Survivors include a brother, J. Kearney Shanahan of Cleveland, and a sister, Kathy Shanahan Butler of Bethesda.
Sarah Easton Carlson
Illustrator and Artist
Sarah Easton Carlson, 84, a former technical illustrator with the David Taylor Model Basin and a Washington area resident since 1946, died of a stroke Jan. 15 at Manor Care of Potomac.
Mrs. Carlson, a native of Springfield, Ohio, pursued an interest in painting, mainly with watercolors. She graduated from Wittenberg University in Ohio and studied at the Cincinnati Art Academy and the Pittsburgh Art Institute.
She worked at the Model Basin from 1960 to 1965, and from 1965 to 1967, she taught art in Kabul, Afghanistan, where her husband was a representative of the International Monetary Fund.
She was a member of the Pen Women Association and the Rockville Art League.
Her husband, Howard Carlson, died in 1993.
Survivors include two children, Lane Easton Carlson and Pamela Carlson Hammers, both of Bethesda; and two grandchildren.
Ronald Kirk Washington Sr.
Air Force Colonel
Ronald Kirk Washington Sr., 49, an Air Force colonel who retired in October as deputy director of the office of architectures, assessments and acquisitions, died of encephalitis Jan. 8 at Walter Reed Army Medical Center. He lived in Springfield.

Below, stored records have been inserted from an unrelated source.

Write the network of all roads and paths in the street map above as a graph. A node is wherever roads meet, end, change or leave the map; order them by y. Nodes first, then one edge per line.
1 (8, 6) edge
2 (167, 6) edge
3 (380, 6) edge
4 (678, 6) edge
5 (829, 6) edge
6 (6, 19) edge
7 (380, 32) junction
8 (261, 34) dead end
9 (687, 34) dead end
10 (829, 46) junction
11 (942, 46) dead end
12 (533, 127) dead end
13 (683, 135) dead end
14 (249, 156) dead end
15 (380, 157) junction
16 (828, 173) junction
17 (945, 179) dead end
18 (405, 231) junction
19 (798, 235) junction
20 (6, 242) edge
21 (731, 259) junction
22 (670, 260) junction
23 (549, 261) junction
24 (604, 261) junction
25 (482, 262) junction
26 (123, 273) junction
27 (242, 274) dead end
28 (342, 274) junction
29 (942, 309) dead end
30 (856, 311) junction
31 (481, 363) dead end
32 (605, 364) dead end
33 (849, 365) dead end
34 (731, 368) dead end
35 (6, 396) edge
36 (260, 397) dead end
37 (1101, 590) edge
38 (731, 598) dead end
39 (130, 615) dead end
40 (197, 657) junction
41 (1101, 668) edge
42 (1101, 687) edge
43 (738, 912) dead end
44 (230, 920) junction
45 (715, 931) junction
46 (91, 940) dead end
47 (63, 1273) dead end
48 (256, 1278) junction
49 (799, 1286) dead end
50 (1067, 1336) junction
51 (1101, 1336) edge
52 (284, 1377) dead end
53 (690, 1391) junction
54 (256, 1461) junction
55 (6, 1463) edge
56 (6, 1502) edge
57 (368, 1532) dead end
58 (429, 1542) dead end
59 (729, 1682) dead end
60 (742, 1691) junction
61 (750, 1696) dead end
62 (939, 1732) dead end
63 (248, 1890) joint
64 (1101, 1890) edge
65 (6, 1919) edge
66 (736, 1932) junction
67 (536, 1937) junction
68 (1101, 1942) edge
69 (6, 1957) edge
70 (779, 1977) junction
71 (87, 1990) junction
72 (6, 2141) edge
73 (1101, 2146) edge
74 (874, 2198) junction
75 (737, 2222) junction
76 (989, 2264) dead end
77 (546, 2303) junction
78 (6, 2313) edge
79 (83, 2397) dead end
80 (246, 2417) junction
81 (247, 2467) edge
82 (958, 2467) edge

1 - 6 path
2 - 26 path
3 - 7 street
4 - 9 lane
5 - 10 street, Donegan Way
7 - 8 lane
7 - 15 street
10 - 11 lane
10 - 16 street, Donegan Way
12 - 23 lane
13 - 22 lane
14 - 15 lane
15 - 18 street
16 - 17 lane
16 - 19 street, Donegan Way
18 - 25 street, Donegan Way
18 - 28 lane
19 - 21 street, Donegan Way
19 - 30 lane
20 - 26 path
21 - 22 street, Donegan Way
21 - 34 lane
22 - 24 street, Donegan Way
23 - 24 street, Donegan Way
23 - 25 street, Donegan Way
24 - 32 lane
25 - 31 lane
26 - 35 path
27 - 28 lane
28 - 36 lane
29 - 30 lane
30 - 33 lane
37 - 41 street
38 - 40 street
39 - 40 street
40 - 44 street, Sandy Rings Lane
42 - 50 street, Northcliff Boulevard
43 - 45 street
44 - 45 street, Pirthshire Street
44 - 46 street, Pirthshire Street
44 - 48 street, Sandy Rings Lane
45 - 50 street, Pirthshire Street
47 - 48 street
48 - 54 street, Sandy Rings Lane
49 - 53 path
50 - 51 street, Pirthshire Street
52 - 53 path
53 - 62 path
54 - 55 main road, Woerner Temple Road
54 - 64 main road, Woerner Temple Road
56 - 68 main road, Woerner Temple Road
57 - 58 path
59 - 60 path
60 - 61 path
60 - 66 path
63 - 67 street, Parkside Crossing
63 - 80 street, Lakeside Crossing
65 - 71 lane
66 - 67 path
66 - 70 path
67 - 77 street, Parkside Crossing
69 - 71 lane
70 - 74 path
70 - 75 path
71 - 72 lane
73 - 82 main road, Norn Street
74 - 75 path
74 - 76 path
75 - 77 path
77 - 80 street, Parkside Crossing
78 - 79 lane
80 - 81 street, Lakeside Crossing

Col. Washington, an electrical engineer by training, served 27 years in the Air Force, beginning in 1972 at the Air Force Strategic Air Command at Malmstrom Air Force Base in Great Falls, Mont.

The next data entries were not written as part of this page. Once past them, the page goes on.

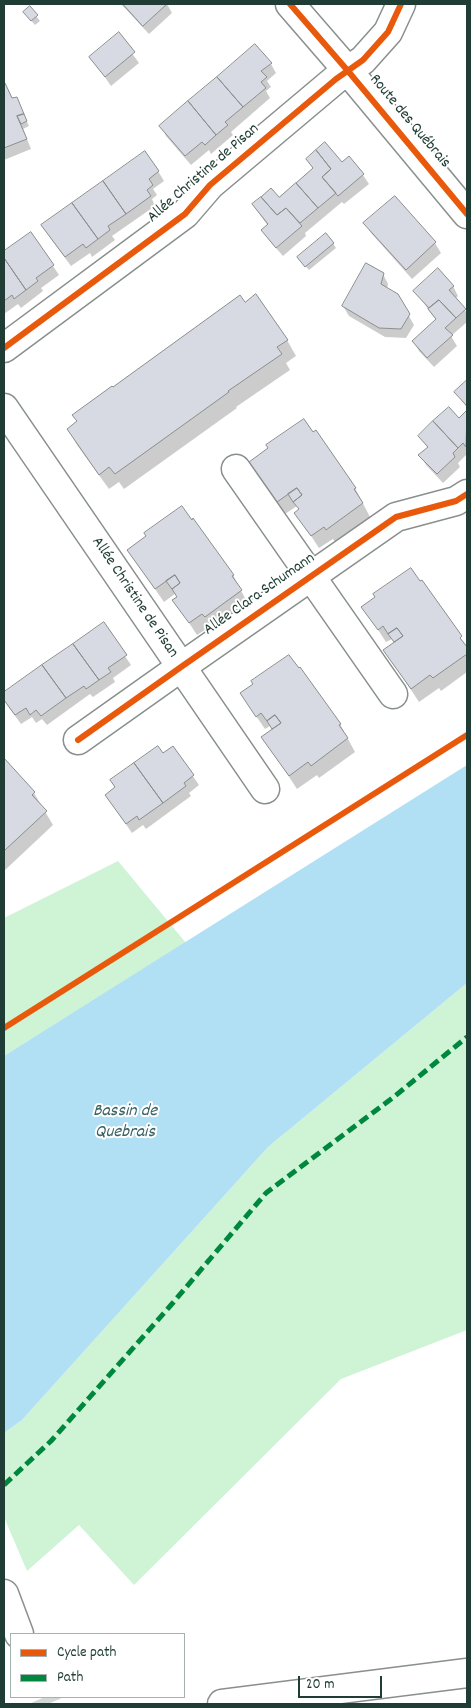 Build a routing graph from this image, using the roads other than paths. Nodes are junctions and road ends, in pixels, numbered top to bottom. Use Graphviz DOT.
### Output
graph roads {
  1 [pos="290,4"];
  2 [pos="402,4"];
  3 [pos="348,71"];
  4 [pos="467,214"];
  5 [pos="4,348"];
  6 [pos="4,408"];
  7 [pos="236,469"];
  8 [pos="467,494"];
  9 [pos="312,576"];
  10 [pos="181,667"];
  11 [pos="394,694"];
  12 [pos="78,740"];
  13 [pos="265,789"];
  14 [pos="4,1594"];
  15 [pos="19,1633"];
  16 [pos="467,1673"];
  17 [pos="222,1704"];
  1 -- 3 [label="main road, Route des Québrais"];
  2 -- 3 [label="main road, Allée Christine de Pisan"];
  3 -- 4 [label="main road, Route des Québrais"];
  3 -- 5 [label="main road, Allée Christine de Pisan"];
  6 -- 10 [label="main road, Allée Christine de Pisan"];
  7 -- 9 [label="main road, Allée Clara Schumann"];
  8 -- 9 [label="main road, Allée Clara Schumann"];
  9 -- 10 [label="main road, Allée Clara Schumann"];
  9 -- 11 [label="main road, Allée Clara Schumann"];
  10 -- 12 [label="main road, Allée Clara Schumann"];
  10 -- 13 [label="main road, Allée Christine de Pisan"];
  14 -- 15 [label="main road"];
  16 -- 17 [label="main road"];
}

He was involved in spacecraft and launch vehicle test operations before transferring to the Pentagon in 1984.
Other assignments included the Air Force Systems Command Headquarters, Central Intelligence Agency and Defense Systems Management College.
A native of Birmingham, he graduated from Tuskegee University and received a master's degree in business administration from the University of Montana.
He was a member of Kappa Alpha Psi social fraternity.
Survivors include his wife, Sandra Harvey Washington; three children, Richea, Ronald Jr., and Robin, all of Springfield; four brothers; and a sister.
Florian C. Majorack
Florian C. Majorack, 84, a former Fairfax County resident who worked for the Food and Drug Administration for 17 years before retiring in 1985 as director of the quality assurance division, died of pneumonia Jan. 10 at the Sleepy Hollow Manor nursing home in Falls Church.
Professionally active, he was chairman of the Washington chapter of the International Food Technologists. He also was a member of St. Mary of Sorrows Catholic Church in Fairfax and chairman of its social action committee.
Mr. Majorack was a native of Pittsburgh, where he was a product tester for H.J. Heinz Co.
He served in the Army during World War II and in the Army Reserve for 28 years until retiring in 1965 with the rank of lieutenant colonel.
Survivors include his wife of 50 years, Mary McArdel Majorack of Annandale; two daughters, Margaret Majorack and Mary Majorack, both of Annandale; a sister; and a granddaughter.
Robert Roy Boersma
Robert Roy Boersma, 67, an Agriculture Department agricultural economist for 42 years before retiring in 1997, died Jan. 9 at his home in Arlington. He had leukemia.
Mr. Boersma, a 36-year Arlington resident, came to the Washington area from his native Nebraska in 1955. He was a 1955 agricultural economics graduate of the University of Nebraska.
His wife of 37 years, the former Elizabeth Jean Strecker, died in 1997.
Survivors include two sons, John Lloyd Boersma of Falls Church and Roger Henry Boersma of Arlington; and a sister.